**TASK TO COMPLETE:** Copy each line below word for word and drop every image.

**SOURCE MATERIAL:**
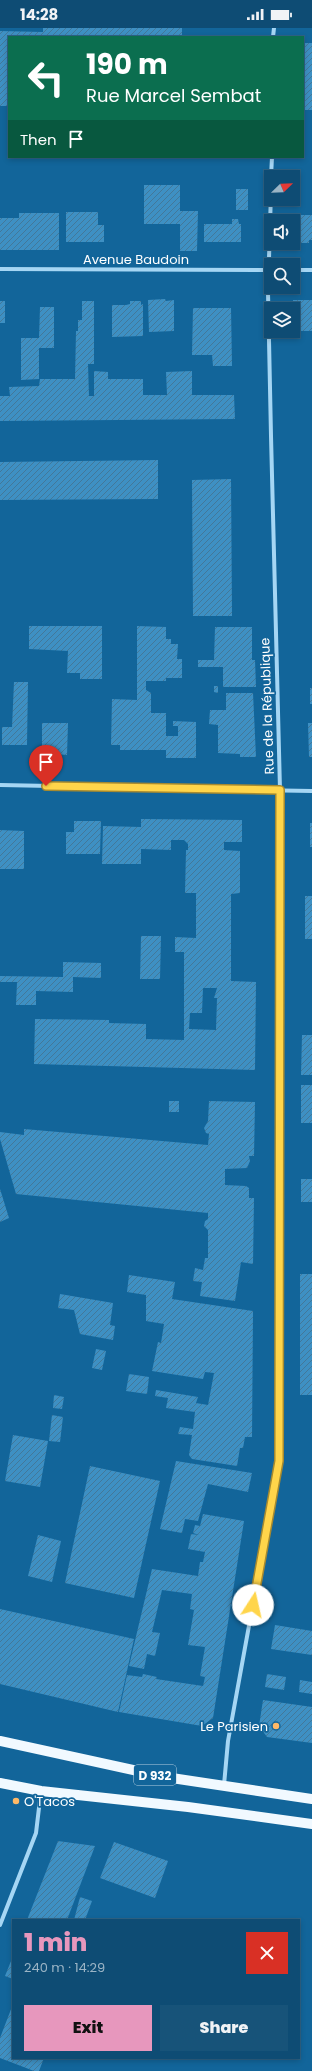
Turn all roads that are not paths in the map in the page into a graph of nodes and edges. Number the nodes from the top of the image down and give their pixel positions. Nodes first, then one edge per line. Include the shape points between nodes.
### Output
1 (272, 158) edge
2 (271, 170) edge
3 (271, 206) edge
4 (270, 258) edge
5 (0, 269) edge
6 (264, 270) edge
7 (300, 270) edge
8 (312, 270) edge
9 (270, 294) edge
10 (0, 785) edge
11 (280, 790) junction
12 (312, 791) edge
13 (0, 1741) edge
14 (0, 1783) edge
15 (224, 1785) junction
16 (41, 1791) junction
17 (312, 1799) edge
18 (312, 1824) edge
19 (0, 1925) edge

1 - 2 street
3 - 4 street, Rue de la République
5 - 6 street, Avenue Baudoin
7 - 8 street
9 - 11 street, Rue de la République via 270,428
10 - 11 street
11 - 12 street
11 - 15 street, Rue de la République via 279,1461 228,1741
13 - 15 main road, D 932 via 165,1777
14 - 16 main road, D 932
15 - 17 main road, D 932
16 - 18 main road, D 932
16 - 19 street via 36,1833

**TASK RESULT:**
Turn all roads that are not paths in the map in the page into a graph of nodes and edges. Number the nodes from the top of the image down and give their pixel positions. Nodes first, then one edge per line. Include the shape points between nodes.
### Output
1 (272, 158) edge
2 (271, 170) edge
3 (271, 206) edge
4 (270, 258) edge
5 (0, 269) edge
6 (264, 270) edge
7 (300, 270) edge
8 (312, 270) edge
9 (270, 294) edge
10 (0, 785) edge
11 (280, 790) junction
12 (312, 791) edge
13 (0, 1741) edge
14 (0, 1783) edge
15 (224, 1785) junction
16 (41, 1791) junction
17 (312, 1799) edge
18 (312, 1824) edge
19 (0, 1925) edge

1 - 2 street
3 - 4 street, Rue de la République
5 - 6 street, Avenue Baudoin
7 - 8 street
9 - 11 street, Rue de la République via 270,428
10 - 11 street
11 - 12 street
11 - 15 street, Rue de la République via 279,1461 228,1741
13 - 15 main road, D 932 via 165,1777
14 - 16 main road, D 932
15 - 17 main road, D 932
16 - 18 main road, D 932
16 - 19 street via 36,1833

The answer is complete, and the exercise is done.